Reduced Luminal Calcium and Chaperone Function in Response to Elevated Free Fatty Acids in Liver Cells

Abstract

Chronic exposure to elevated free fatty acids, in particular long chain saturated fatty acids, provokes endoplasmic reticulum (ER) stress, activation of the unfolded protein response (UPR) and cell death in a number of cell types. The perturbations to the ER that instigate ER stress and activation of the unfolded protein response to fatty acids in hepatocytes have not been identified. The present study employed H4IIE liver cells and primary rat hepatocytes to examine the hypothesis that saturated fatty acids induce ER stress via effects on ER luminal calcium stores and reduced chaperone function.
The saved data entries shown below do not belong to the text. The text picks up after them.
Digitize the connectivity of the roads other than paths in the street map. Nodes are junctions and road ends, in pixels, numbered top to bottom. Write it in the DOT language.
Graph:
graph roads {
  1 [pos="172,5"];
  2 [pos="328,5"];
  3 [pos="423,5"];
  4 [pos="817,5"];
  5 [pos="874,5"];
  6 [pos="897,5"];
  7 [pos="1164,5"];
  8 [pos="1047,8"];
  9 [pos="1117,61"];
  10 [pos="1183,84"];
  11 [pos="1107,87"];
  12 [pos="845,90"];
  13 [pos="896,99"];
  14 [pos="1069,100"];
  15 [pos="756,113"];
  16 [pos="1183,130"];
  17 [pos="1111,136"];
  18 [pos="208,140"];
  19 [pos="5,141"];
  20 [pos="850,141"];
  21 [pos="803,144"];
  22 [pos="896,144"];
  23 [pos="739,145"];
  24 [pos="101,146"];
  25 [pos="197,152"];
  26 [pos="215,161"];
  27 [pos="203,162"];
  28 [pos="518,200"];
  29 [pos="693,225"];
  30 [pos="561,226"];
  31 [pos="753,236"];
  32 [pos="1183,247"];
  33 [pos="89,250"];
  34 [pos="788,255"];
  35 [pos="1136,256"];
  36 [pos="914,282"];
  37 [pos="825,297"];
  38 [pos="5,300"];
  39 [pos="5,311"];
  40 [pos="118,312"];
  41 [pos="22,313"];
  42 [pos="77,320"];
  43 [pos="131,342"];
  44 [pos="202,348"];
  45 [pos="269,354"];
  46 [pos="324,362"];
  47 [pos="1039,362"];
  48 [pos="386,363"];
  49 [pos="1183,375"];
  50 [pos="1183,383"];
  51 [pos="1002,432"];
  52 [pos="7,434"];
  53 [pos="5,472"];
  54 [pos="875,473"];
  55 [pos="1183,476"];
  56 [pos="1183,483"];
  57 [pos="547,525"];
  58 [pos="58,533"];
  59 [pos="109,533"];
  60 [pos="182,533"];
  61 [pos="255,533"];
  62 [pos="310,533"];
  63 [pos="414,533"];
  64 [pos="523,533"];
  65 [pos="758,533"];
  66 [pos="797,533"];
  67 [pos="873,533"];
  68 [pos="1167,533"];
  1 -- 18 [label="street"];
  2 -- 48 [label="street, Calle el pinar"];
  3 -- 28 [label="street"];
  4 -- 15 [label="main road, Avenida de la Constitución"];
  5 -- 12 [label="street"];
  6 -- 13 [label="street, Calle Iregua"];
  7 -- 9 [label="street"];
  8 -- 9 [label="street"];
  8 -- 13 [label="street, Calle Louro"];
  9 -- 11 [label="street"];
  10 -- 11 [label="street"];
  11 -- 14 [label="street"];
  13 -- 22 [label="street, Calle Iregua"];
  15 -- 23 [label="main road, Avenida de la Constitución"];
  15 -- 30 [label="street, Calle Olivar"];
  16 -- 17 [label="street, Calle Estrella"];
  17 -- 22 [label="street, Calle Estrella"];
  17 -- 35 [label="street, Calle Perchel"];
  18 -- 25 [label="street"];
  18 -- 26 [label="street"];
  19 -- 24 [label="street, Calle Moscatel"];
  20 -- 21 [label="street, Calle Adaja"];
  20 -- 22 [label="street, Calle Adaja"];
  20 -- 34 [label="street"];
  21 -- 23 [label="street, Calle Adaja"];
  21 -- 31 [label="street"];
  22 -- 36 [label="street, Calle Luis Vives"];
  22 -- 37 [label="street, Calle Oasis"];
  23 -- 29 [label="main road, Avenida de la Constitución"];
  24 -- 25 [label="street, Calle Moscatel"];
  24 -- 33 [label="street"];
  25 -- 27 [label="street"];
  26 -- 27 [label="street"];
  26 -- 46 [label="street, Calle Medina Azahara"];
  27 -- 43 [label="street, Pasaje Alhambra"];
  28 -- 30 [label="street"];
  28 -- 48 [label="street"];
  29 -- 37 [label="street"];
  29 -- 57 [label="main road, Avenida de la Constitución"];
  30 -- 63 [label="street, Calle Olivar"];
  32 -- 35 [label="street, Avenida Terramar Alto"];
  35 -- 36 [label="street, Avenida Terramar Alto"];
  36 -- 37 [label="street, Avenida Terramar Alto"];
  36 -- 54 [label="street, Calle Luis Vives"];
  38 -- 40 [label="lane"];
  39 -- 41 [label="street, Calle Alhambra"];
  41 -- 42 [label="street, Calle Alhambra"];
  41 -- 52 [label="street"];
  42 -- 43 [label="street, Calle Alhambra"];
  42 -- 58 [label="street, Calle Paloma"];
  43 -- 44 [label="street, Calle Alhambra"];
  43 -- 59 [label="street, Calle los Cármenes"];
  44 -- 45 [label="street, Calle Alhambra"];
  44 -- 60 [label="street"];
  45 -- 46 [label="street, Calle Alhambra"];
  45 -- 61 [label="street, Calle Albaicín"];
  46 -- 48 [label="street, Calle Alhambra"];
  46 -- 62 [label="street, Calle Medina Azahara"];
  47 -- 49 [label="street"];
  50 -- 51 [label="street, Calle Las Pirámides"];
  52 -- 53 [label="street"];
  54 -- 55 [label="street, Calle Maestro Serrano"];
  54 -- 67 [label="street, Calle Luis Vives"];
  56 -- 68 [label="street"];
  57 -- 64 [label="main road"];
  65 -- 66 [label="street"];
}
Exposure of H4IIE liver cells and primary hepatocytes to palmitate and stearate reduced thapsigargin‐sensitive calcium stores and induced multiple markers of ER stress and UPR activation over similar time courses (6h). Increased cell death was observed following 16h of exposure. Co‐incubation with oleate prevented the reduction in calcium stores, induction of ER stress markers and cell death. Since several ER molecular chaperones function in a calcium‐dependent manner, the effects of chemical chaperones on palmitate‐mediated ER stress and cell death was examined. The chemical chaperones, 4‐phenyl butyric acid and taurine‐conjugated ursodeoxycholic acid, reduced palmitate‐mediated ER stress and cell death. These data suggest that reduced ER luminal calcium and protein folding capacity contribute to long chain saturated fatty acid‐mediated perturbations in the ER.